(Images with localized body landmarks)
┄┄┄┄┄┄┄┄┄┄┄┄┄┄┄┄┄┄┄┄
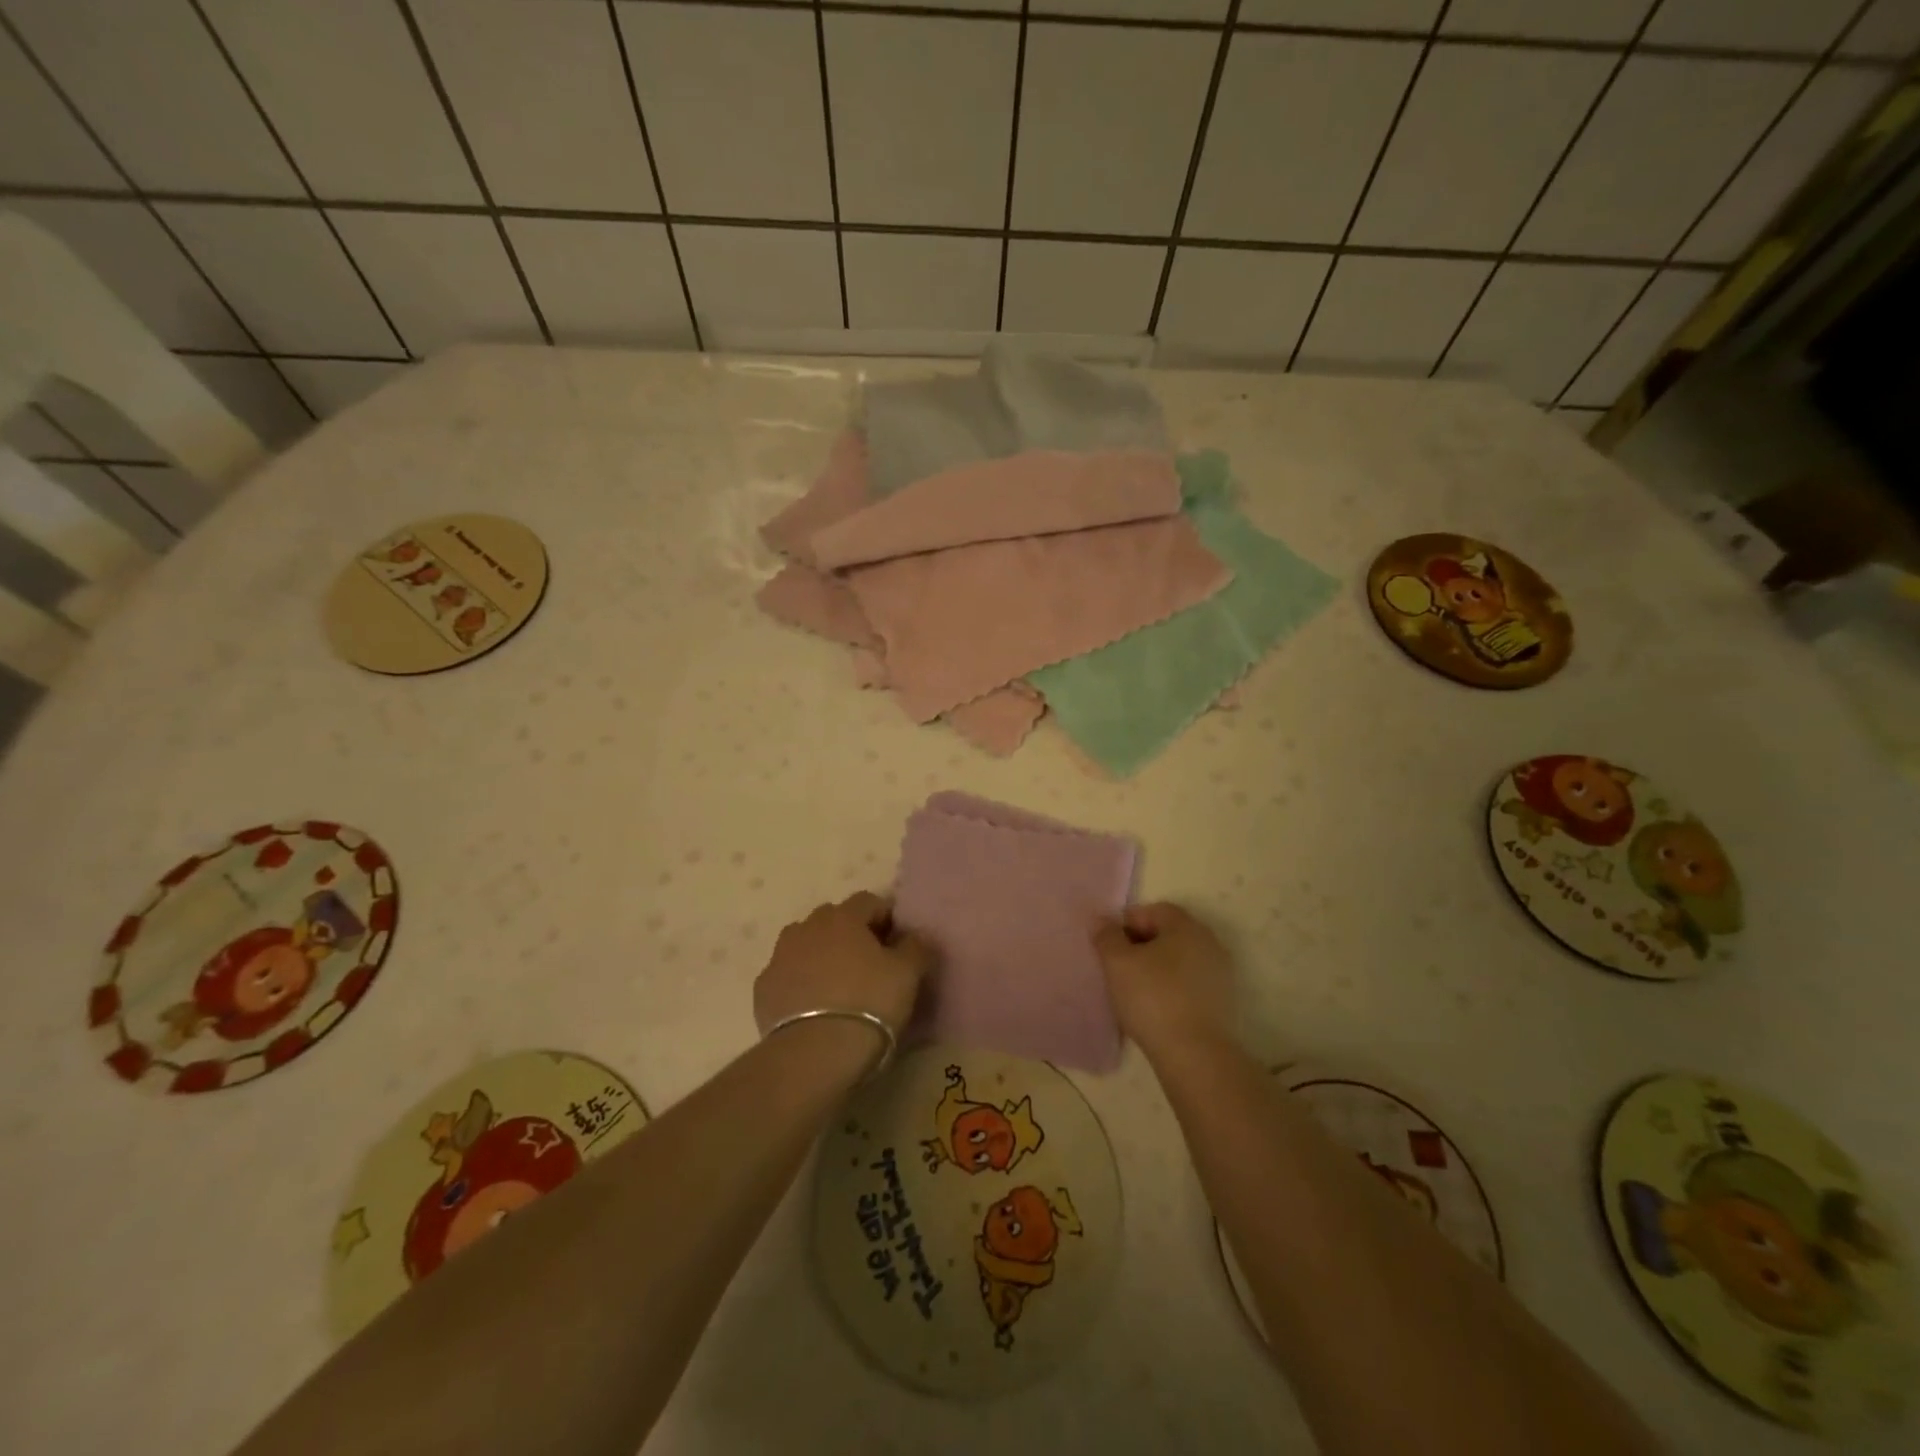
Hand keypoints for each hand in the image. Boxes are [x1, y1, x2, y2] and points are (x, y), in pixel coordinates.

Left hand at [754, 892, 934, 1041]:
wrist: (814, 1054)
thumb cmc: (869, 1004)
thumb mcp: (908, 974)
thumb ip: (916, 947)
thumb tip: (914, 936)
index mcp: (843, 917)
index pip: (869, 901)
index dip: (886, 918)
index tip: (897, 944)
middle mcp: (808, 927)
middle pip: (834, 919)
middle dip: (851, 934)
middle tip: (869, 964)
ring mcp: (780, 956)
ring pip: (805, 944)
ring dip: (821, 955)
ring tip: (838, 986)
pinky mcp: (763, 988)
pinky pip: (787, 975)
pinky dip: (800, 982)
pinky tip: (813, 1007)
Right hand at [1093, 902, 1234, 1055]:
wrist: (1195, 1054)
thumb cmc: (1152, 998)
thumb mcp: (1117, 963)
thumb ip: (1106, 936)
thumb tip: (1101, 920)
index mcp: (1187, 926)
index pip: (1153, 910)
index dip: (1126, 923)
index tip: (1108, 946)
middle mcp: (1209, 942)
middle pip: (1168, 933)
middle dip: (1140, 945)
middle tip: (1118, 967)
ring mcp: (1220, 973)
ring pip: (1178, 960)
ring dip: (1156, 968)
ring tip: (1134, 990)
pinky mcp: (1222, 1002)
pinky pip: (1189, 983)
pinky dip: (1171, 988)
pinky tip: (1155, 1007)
┄┄┄┄┄┄┄┄┄┄┄┄┄┄┄┄┄┄┄┄
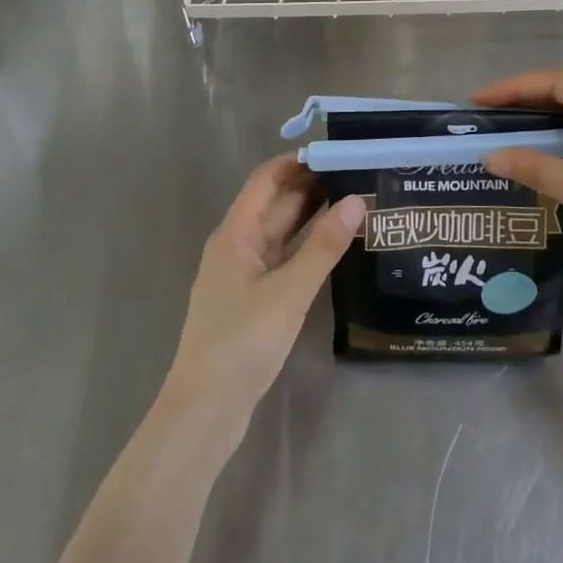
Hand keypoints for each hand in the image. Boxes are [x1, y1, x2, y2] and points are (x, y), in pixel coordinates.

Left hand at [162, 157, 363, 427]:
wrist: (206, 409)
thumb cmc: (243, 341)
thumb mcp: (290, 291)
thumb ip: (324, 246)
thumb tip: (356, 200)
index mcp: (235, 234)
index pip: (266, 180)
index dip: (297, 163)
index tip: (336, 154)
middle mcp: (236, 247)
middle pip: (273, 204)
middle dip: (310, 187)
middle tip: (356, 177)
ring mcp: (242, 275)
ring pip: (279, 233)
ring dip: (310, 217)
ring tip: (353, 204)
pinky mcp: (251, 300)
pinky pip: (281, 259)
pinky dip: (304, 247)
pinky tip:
┄┄┄┄┄┄┄┄┄┄┄┄┄┄┄┄┄┄┄┄
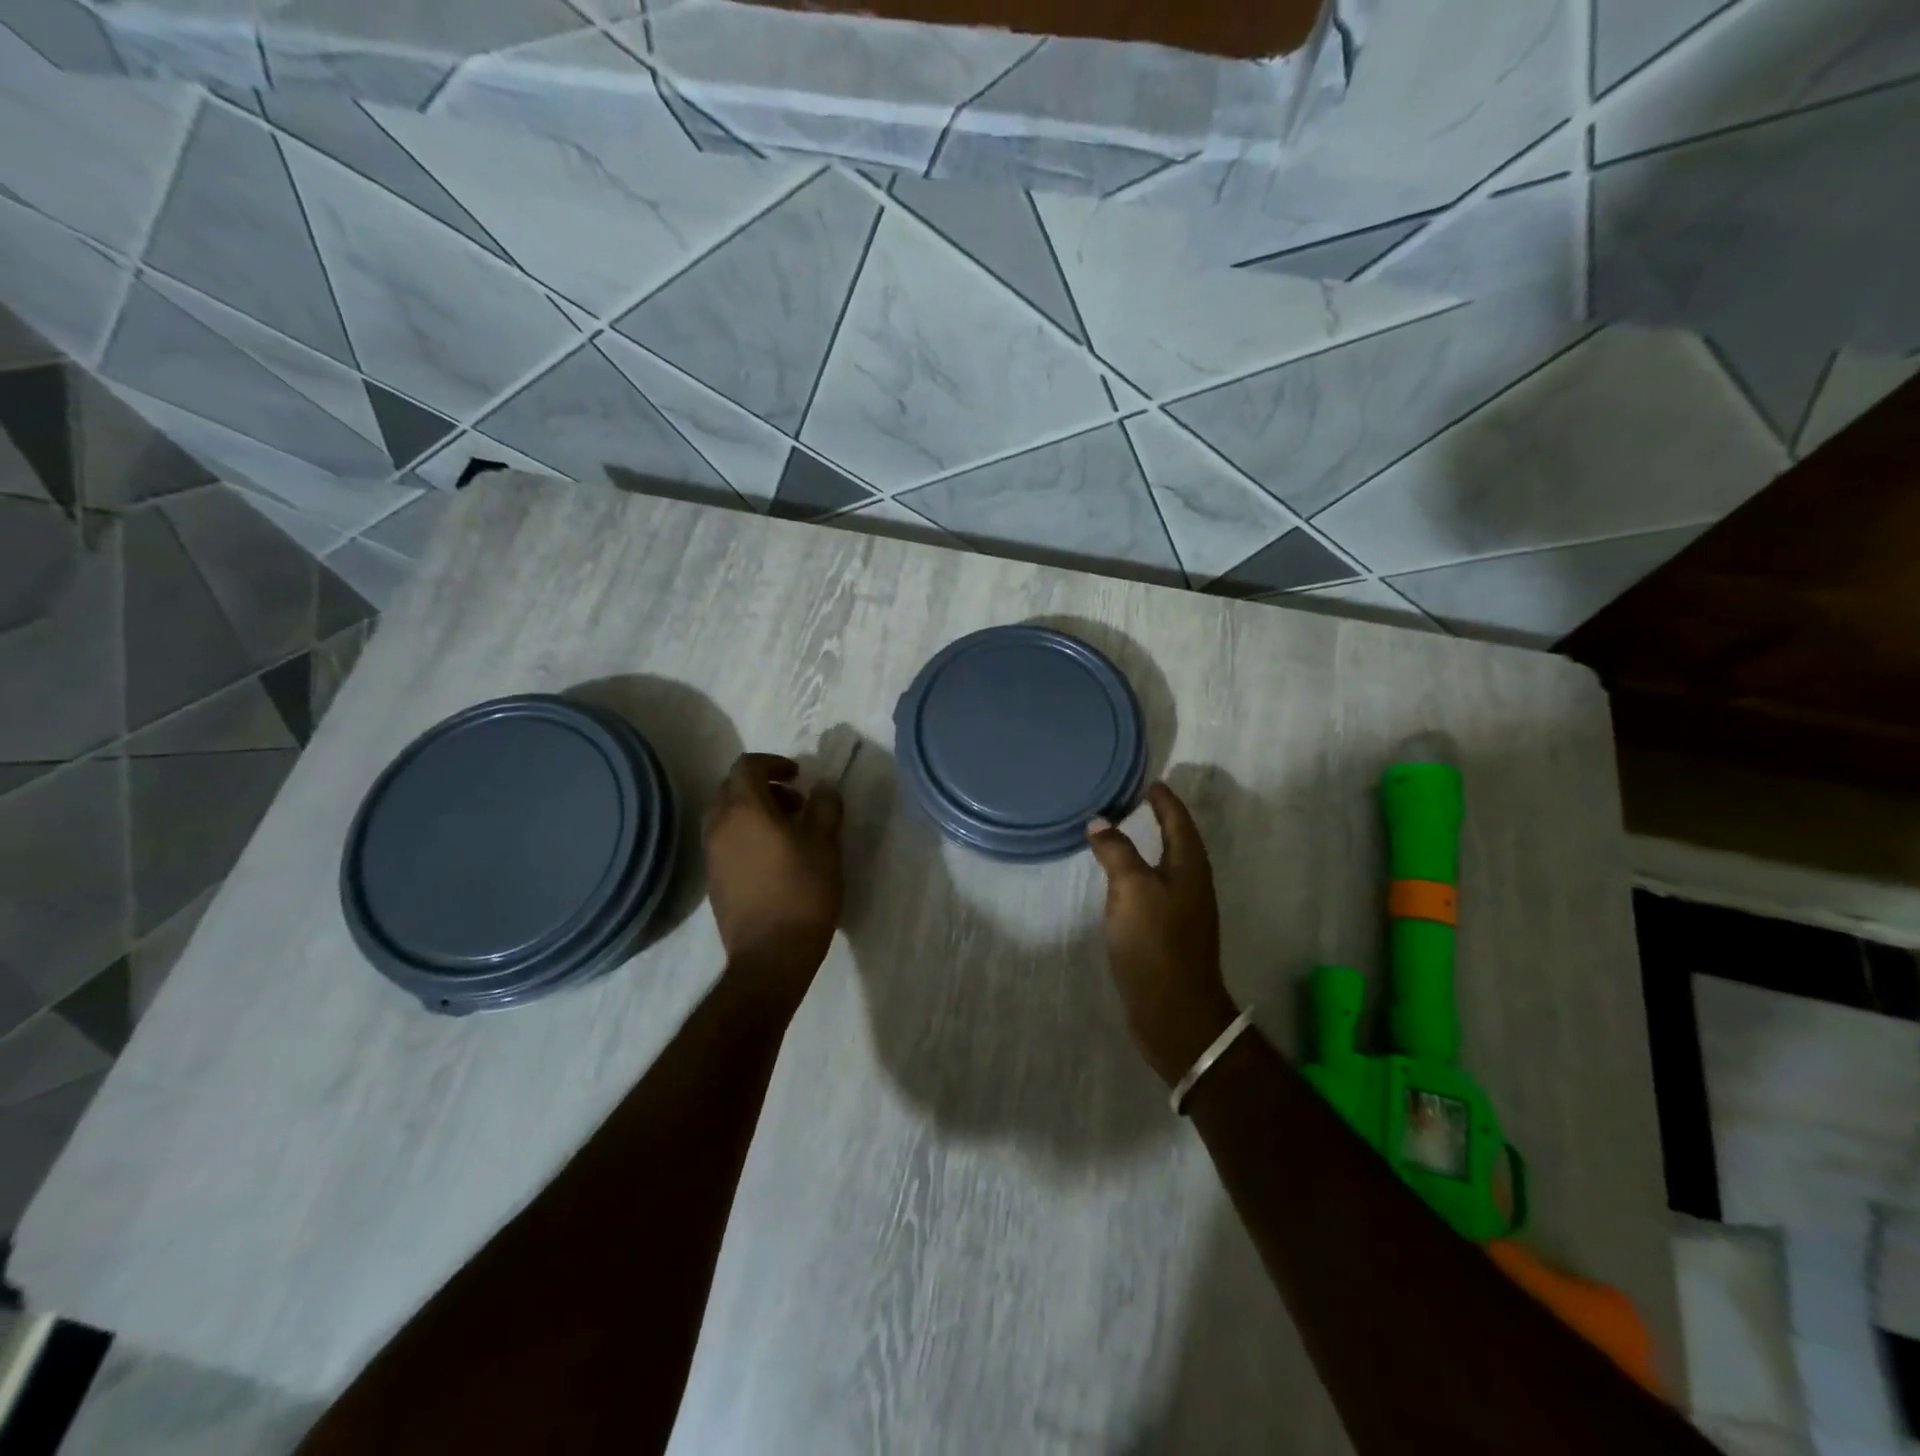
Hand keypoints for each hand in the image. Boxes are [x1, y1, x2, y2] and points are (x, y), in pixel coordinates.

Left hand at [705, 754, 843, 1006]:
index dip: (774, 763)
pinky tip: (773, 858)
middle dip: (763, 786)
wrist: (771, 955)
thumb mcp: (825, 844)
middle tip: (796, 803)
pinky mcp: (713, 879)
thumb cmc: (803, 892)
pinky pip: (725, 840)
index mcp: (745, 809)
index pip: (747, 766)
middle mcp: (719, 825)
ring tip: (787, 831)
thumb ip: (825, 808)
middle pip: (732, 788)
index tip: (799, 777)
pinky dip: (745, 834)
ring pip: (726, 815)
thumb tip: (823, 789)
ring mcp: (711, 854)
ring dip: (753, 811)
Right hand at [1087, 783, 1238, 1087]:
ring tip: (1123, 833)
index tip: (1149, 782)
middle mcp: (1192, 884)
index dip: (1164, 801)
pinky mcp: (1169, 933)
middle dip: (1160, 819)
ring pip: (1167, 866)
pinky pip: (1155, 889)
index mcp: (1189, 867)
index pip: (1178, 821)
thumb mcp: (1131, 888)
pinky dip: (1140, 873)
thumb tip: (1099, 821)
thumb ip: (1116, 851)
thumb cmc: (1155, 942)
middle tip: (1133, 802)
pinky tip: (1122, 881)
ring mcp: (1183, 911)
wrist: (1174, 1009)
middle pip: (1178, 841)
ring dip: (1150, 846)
┄┄┄┄┄┄┄┄┄┄┄┄┄┄┄┄┄┄┄┄
--- Task to complete ---
Reproduce, character for character, only the lines of the preceding data that start at the line with "thumb cmc: (1155, 942)" and end at the line with "ring dip: (1150, 846)", both included.

--- Completed task ---
thumb cmc: (1155, 942)
middle tip: (1133, 802)
pinky tip: (1122, 881)
ring mcp: (1183, 911)
wrist: (1174, 1009)
middle pip: (1178, 841)
ring dip: (1150, 846)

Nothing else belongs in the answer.